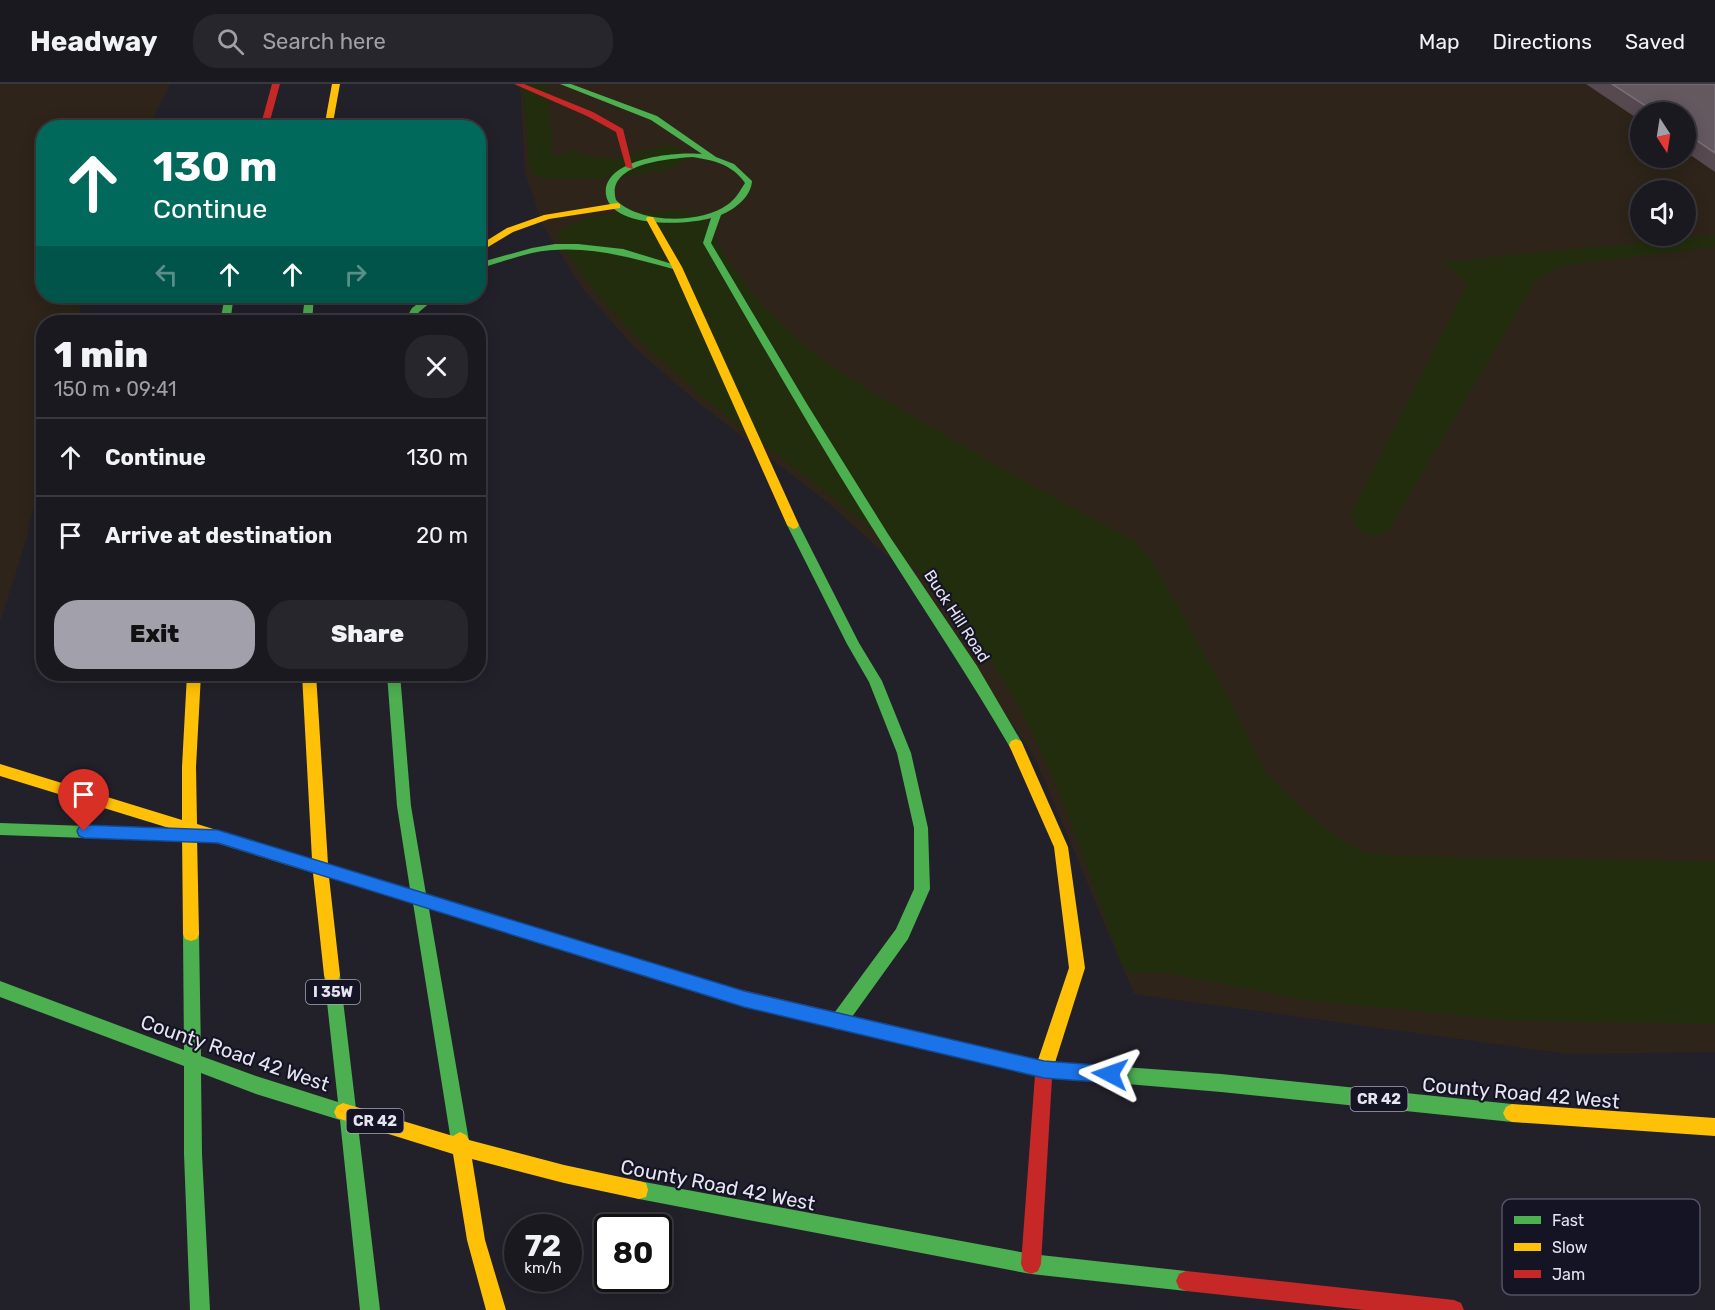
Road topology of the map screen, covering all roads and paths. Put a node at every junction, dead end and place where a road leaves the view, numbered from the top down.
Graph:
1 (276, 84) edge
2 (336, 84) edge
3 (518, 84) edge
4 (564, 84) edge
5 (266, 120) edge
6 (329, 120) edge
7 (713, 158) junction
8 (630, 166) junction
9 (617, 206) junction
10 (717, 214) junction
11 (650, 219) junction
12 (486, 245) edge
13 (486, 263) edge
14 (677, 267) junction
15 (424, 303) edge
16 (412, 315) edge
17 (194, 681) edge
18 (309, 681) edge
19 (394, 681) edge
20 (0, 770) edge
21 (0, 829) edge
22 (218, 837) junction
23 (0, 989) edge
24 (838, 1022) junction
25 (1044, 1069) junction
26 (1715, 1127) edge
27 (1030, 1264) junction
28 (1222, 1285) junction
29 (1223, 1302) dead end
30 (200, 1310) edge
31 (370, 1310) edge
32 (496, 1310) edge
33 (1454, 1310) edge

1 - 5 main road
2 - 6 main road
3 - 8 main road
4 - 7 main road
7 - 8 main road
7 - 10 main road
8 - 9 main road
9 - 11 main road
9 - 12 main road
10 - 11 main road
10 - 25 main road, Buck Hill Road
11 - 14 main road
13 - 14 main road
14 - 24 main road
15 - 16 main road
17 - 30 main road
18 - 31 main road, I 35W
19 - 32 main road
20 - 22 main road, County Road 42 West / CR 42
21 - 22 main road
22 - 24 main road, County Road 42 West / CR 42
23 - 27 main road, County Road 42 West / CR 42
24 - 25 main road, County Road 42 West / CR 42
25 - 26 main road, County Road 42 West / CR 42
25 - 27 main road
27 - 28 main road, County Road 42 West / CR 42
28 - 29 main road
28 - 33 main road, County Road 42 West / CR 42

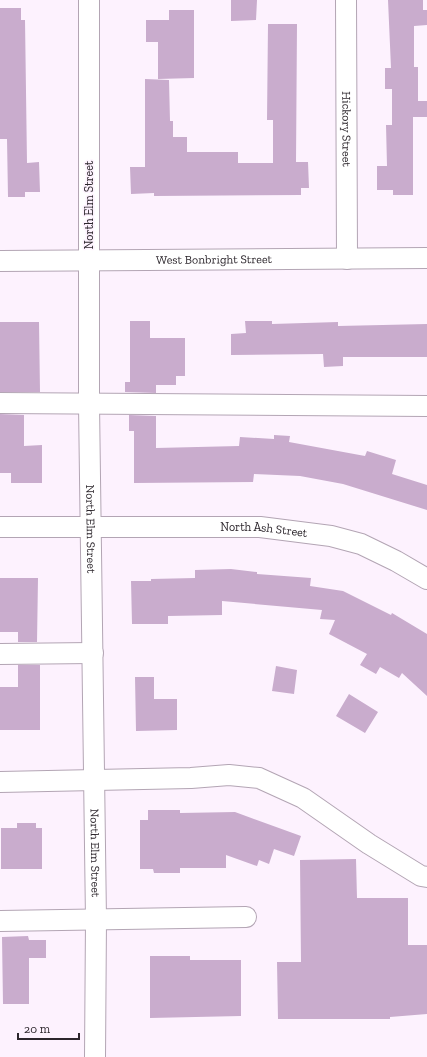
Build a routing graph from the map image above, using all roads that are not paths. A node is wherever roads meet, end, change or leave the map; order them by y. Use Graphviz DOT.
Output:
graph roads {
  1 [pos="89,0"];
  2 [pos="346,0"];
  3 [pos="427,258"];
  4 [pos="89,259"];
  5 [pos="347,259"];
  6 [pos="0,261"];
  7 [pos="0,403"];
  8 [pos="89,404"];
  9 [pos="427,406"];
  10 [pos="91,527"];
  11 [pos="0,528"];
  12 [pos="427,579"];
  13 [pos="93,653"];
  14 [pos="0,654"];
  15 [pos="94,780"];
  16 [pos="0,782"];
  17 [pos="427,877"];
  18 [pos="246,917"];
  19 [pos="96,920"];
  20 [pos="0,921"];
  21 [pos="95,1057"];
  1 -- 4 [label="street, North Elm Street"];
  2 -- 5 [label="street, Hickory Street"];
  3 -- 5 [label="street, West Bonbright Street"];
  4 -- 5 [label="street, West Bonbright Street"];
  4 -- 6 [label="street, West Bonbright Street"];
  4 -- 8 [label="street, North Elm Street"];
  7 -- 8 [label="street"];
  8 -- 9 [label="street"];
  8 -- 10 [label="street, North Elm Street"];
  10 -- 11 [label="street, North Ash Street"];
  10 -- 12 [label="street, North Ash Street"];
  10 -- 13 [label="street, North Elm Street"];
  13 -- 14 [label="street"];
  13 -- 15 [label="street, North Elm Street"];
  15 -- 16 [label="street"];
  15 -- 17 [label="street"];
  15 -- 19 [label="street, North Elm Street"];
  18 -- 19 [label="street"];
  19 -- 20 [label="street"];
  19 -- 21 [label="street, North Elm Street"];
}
· · · · ·
• [Exercise objective] All lines of the listing holding the string "paths" must be returned, copied as they stand.

• [Finished task]
Road topology of the map screen, covering all roads and paths. Put a node at every junction, dead end and place where a road leaves the view, numbered from the top down.
Build a routing graph from the map image above, using all roads that are not paths. A node is wherever roads meet, end, change or leave the map; order them by y. Use Graphviz DOT.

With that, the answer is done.